- [WORK INSTRUCTION] In the listing below, find the line containing "ring tip: (894, 865)" and the line containing "index mcp: (1297, 824)". Repeat exactly those two lines and every line between them.
□ □ □
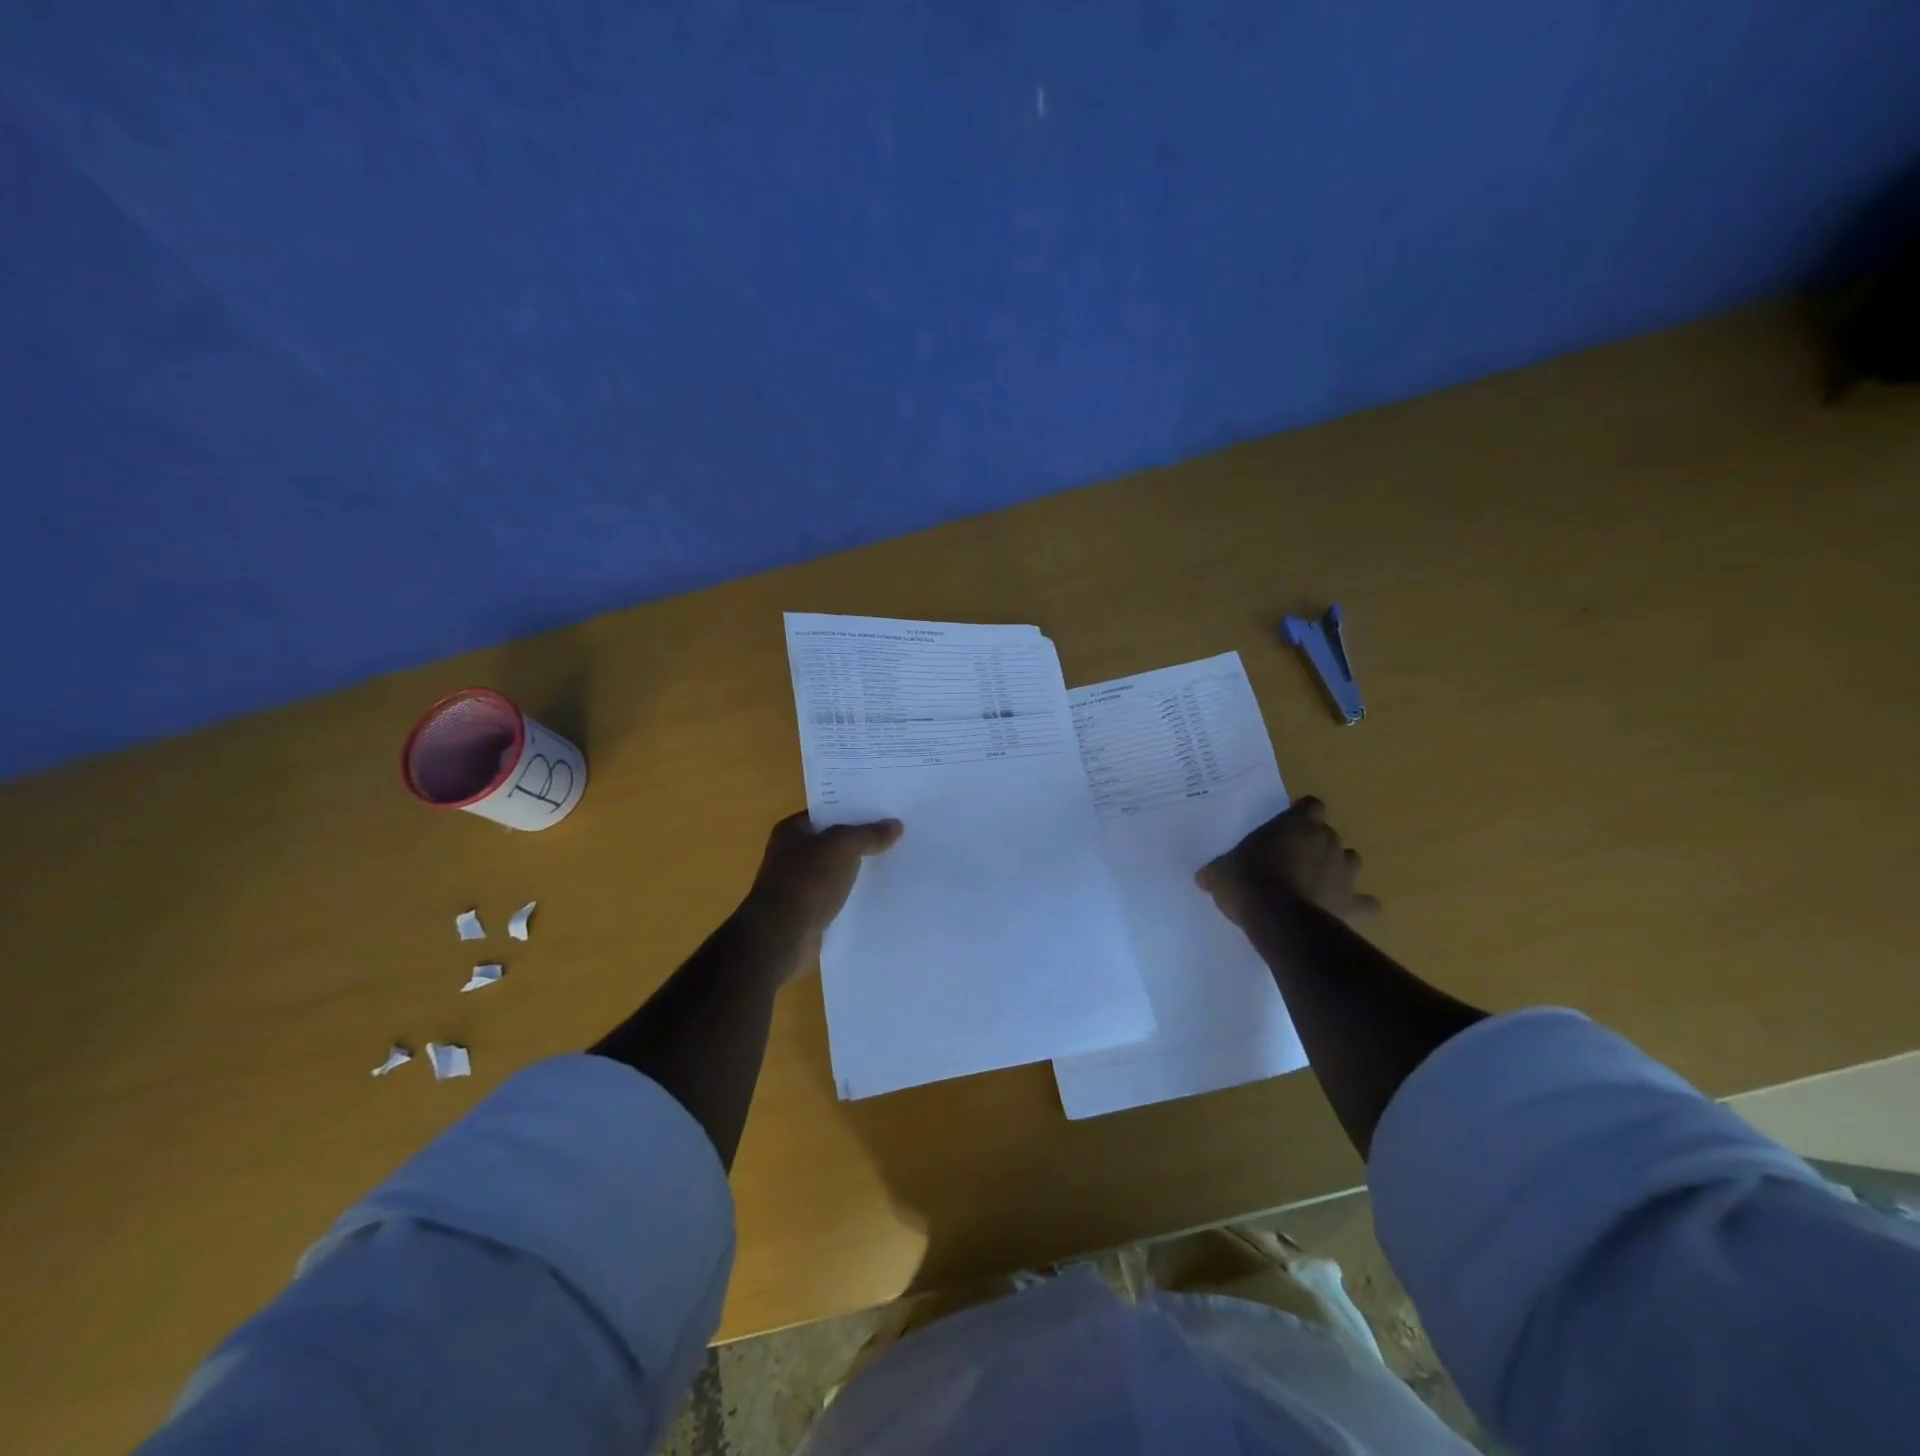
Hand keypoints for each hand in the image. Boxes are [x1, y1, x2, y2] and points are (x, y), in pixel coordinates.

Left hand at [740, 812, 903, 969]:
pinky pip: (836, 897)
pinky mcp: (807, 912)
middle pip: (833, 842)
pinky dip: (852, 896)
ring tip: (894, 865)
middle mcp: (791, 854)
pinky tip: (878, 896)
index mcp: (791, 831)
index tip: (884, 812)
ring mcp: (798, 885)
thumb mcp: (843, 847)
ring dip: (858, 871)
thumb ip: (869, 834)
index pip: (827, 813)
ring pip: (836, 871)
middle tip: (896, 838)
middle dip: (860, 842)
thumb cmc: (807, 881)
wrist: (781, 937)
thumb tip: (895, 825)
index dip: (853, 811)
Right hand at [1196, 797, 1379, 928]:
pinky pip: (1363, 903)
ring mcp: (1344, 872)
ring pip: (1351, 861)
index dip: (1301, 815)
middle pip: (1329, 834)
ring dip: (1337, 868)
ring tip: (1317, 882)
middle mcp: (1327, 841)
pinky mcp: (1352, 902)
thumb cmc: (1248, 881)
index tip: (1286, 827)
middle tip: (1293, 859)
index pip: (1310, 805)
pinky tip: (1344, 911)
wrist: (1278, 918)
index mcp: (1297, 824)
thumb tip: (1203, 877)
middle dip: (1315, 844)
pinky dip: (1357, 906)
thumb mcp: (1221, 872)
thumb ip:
□ □ □
- [EXERCISE SOLUTION]
ring tip: (894, 865)
middle mcp: (791, 854)
pinky tip: (878, 896)
index mcp: (791, 831)
index tip: (884, 812)
ring mcp: (798, 885)
thumb mcp: (843, 847)
ring dip: (858, 871)
thumb ip: (869, 834)
index pip: (827, 813)
ring pip: (836, 871)
middle tip: (896, 838)
middle dip: (860, 842)
thumb cmc: (807, 881)
wrist: (781, 937)
thumb tip: (895, 825)
index dip: (853, 811)
Right hand at [1196, 797, 1379, 928]:
pinky pip: (1363, 903)
ring mcp: (1344, 872)
ring pip: (1351, 861)
index dip: (1301, 815)
middle pip: (1329, 834)
ring dip: (1337, 868)
ring tip: (1317, 882)
middle mcp: (1327, 841)
pinky mcp: (1352, 902)
thumb cmc: (1248, 881)
index tip: (1286, 827)
middle tip: (1293, 859)
index pip: (1310, 805)
pinky tip: (1344, 911)
wrist: (1278, 918)
index mcp: (1297, 824)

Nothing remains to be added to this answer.